┌────────

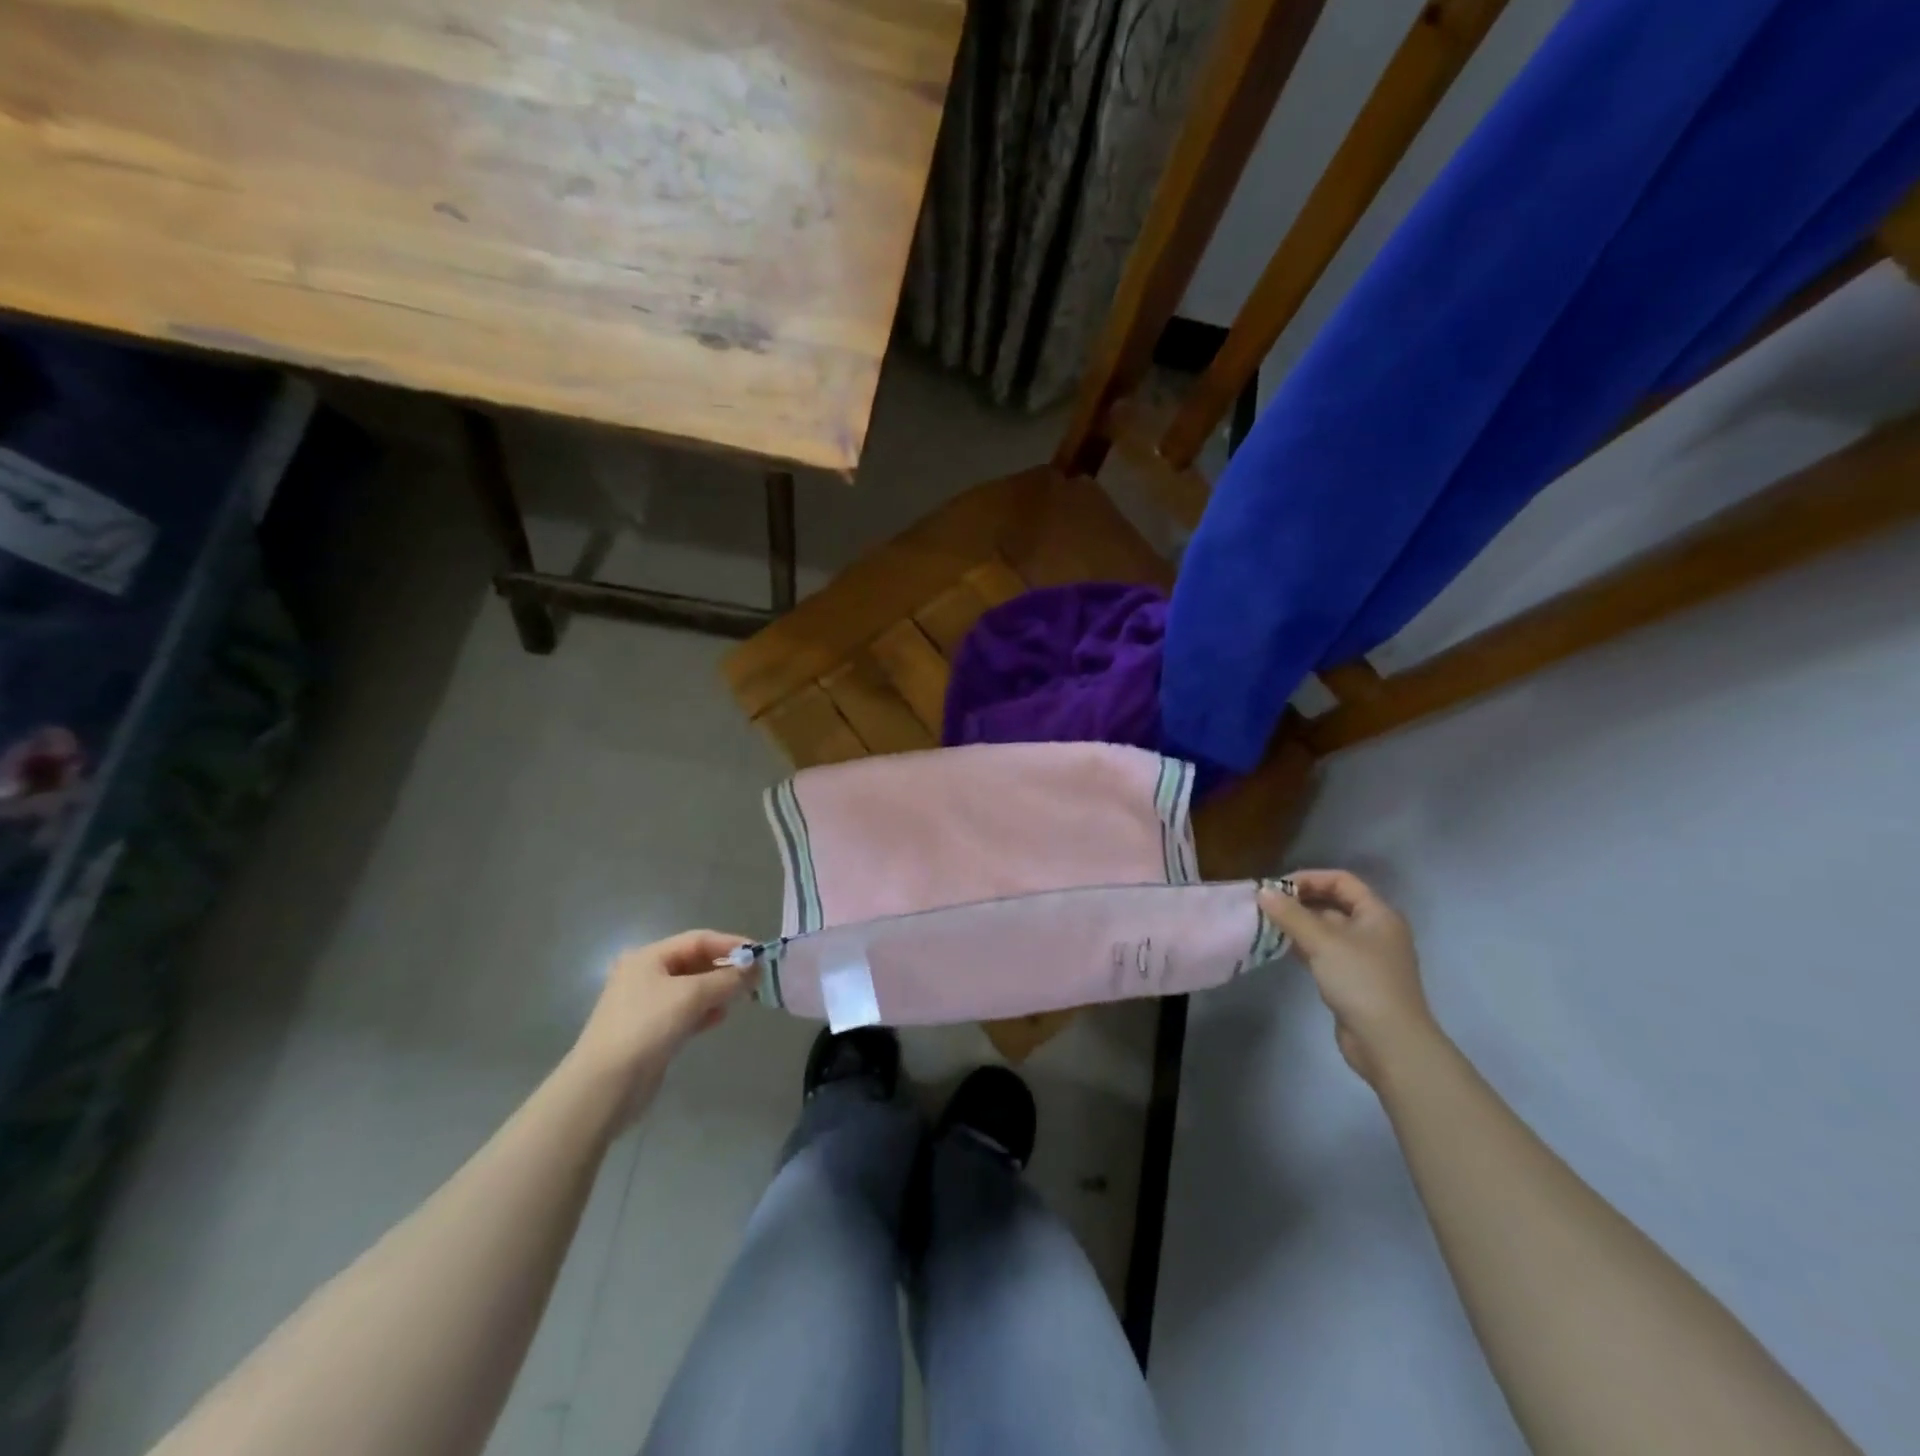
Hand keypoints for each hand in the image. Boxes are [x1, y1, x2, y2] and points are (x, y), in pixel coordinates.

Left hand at [569, 930, 751, 1117]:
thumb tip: (753, 968)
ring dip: (717, 990)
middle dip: (725, 969)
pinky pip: (685, 1012)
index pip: (698, 940)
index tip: (760, 954)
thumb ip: (726, 979)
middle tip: (755, 979)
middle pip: (694, 962)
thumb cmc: (646, 1027)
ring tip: (742, 998)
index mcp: (648, 957)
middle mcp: (645, 975)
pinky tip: (720, 1018)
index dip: (731, 944)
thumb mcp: (690, 995)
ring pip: (692, 989)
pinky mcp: (651, 1031)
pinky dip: (704, 1011)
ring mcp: (646, 1005)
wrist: (605, 1086)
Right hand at [1259, 870, 1435, 1086]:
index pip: (1342, 881)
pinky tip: (1280, 948)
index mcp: (1378, 914)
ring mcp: (1365, 957)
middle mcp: (1374, 931)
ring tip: (1267, 924)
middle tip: (1266, 905)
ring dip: (1298, 925)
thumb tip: (1262, 891)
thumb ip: (1291, 915)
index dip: (1309, 878)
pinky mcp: (1353, 980)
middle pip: (1334, 904)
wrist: (1389, 1043)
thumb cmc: (1361, 981)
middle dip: (1300, 902)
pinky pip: (1325, 953)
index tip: (1277, 887)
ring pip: (1326, 930)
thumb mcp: (1323, 942)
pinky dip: (1303, 947)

└────────

§ **WHAT IS EXPECTED**: Output the entries above exactly. Do not include the pictures.

§ **FINISHED TASK**:
Hand keypoints for each hand in the image. Boxes are [x1, y1, x2, y2] and points are (x, y), in pixel coordinates.

Left hand at [569, 930, 751, 1117]:
thumb tip: (753, 968)
ring dip: (717, 990)
middle dip: (725, 969)
pinky pip: (685, 1012)
index pip: (698, 940)
index tip: (760, 954)
thumb ip: (726, 979)
middle tip: (755, 979)
middle pip: (694, 962)
thumb cmc: (646, 1027)
ring tip: (742, 998)
index mcp: (648, 957)
middle mcp: (645, 975)
pinky tip: (720, 1018)
index dip: (731, 944)
thumb mcp: (690, 995)
ring pip: (692, 989)
pinky mcp: (651, 1031)
pinky dip: (704, 1011)
ring mcp: (646, 1005)
wrist: (605, 1086)
Right hand at [1259, 870, 1435, 1086]:
index pip: (1342, 881)
pinky tip: (1280, 948)
index mcp: (1378, 914)
ring mcp: (1365, 957)
middle mcp: (1374, 931)
ring tip: (1267, 924)
middle tip: (1266, 905)
ring dip: (1298, 925)
thumb tip: (1262, 891)
thumb ip: (1291, 915)
index dip: (1309, 878)
pinky mcp: (1353, 980)
middle pip: (1334, 904)
wrist: (1389, 1043)
thumb cmc: (1361, 981)
middle dip: (1300, 902)
pinky pip: (1325, 953)
index tip: (1277, 887)
ring pip: (1326, 930)
thumb mcp: (1323, 942)
pinky dip: (1303, 947)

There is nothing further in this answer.